Ebsen has had a history of participating in charities.

In 2002, Ebsen renewed her love of horses by rescuing a foal from a feed lot where it was to be slaughtered for meat. She went to rescue 10 more horses from economic distress. During that time, she formed The Healing Equine Ranch. a 501c3. Using a herd of rescued horses, she teaches the language of horses and how to connect and build relationships from the ground up. Her mission statement is "to empower, enlighten and educate humans through natural interaction with horses." For the past five years, Ebsen has hosted many fund-raising concerts to support her passion. Often, a portion of the proceeds of several of her solo albums has been directed to support the work of T.H.E. Ranch, and others among her talented musician friends have similarly participated in donating their time and talents to ranch concerts to help raise funds for these rescue and educational projects.

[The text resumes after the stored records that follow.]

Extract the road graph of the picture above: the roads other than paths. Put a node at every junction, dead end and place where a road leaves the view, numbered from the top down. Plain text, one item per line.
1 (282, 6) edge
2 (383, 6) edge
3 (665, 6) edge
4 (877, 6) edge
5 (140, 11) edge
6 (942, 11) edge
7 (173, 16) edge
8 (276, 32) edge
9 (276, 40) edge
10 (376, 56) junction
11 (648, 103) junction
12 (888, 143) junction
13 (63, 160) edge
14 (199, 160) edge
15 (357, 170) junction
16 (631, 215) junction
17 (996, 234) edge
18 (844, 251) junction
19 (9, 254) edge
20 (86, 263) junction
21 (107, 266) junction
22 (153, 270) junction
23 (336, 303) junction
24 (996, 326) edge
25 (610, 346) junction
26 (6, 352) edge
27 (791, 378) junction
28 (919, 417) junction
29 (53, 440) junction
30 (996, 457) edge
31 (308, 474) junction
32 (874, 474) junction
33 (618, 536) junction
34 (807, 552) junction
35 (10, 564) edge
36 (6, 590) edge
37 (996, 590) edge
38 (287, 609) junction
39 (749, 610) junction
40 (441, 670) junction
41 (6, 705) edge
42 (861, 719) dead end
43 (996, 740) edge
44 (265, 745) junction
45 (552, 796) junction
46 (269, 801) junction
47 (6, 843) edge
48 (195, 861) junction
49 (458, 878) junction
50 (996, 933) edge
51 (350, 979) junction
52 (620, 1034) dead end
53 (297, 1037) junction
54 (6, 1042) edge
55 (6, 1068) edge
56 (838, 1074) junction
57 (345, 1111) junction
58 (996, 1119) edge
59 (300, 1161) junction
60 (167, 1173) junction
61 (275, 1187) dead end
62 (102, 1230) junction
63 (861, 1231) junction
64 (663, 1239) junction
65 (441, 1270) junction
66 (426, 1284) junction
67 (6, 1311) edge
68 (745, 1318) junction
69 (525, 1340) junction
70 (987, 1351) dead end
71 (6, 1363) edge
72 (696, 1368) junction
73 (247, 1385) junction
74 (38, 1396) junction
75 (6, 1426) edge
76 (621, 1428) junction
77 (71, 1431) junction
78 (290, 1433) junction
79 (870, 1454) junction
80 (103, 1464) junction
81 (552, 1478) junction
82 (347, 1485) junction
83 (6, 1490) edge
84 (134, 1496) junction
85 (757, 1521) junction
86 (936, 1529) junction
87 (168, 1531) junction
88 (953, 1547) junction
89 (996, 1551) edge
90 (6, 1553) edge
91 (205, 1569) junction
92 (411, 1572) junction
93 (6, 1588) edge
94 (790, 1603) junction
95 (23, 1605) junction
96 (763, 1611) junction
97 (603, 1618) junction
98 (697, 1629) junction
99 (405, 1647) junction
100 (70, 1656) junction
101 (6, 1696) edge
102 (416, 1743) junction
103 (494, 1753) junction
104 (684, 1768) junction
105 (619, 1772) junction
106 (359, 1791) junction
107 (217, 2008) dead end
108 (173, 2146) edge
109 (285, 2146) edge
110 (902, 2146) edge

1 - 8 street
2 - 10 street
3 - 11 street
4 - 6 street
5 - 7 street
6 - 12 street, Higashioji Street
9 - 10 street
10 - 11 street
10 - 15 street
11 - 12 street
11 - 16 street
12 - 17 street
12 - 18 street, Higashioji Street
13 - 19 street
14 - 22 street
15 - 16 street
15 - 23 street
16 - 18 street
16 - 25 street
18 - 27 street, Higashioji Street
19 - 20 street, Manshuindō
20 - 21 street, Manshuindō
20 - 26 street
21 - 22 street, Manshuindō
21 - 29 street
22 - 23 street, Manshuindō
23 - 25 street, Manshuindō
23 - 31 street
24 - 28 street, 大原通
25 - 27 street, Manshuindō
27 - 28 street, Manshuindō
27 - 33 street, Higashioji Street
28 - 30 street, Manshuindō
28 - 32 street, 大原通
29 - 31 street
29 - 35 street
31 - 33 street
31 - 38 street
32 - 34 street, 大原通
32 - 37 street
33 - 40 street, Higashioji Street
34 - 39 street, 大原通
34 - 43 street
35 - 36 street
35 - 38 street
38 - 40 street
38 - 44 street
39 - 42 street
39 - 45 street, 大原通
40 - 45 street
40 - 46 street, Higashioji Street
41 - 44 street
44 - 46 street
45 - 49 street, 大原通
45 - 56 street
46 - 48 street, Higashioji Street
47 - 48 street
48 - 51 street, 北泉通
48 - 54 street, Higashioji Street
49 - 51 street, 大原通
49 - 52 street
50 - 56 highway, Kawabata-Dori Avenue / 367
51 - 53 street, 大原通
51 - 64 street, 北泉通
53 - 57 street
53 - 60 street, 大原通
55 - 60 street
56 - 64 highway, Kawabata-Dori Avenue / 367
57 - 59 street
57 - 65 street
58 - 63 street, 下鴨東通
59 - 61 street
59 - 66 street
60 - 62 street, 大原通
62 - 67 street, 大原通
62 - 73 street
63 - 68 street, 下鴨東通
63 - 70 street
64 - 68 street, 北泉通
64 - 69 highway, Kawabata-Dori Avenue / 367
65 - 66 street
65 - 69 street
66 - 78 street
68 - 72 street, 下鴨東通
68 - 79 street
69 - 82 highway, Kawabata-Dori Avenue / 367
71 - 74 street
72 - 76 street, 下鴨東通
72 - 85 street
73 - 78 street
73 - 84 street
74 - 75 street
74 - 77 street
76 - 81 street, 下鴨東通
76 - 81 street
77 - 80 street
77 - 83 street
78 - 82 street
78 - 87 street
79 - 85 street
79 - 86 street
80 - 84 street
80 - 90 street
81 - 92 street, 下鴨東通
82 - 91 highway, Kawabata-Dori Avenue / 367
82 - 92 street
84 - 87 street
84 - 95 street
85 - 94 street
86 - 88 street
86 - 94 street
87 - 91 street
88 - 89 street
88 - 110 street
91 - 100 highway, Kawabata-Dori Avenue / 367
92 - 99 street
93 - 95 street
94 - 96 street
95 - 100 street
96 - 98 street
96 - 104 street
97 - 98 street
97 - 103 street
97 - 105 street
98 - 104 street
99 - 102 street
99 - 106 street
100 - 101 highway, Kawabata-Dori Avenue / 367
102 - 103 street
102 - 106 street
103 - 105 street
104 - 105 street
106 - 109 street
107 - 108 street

On December 14, 2014, Ebsen was among the many musicians who volunteered to join at the Canyon Club and contribute their time, talents, and auction items to the "Mighty Met Acoustic Flashback Benefit in behalf beloved 1970s KMET DJ, Pat Kelley, in his battle with multiple sclerosis.

==Trivia==

Kiki was an extra in the film Back To The Future, playing a musician in the band audition scene with Huey Lewis. Kiki's voice is featured in the 1993 soundtrack for the film, Bodies, Rest and Motion, starring Bridget Fonda and Eric Stoltz.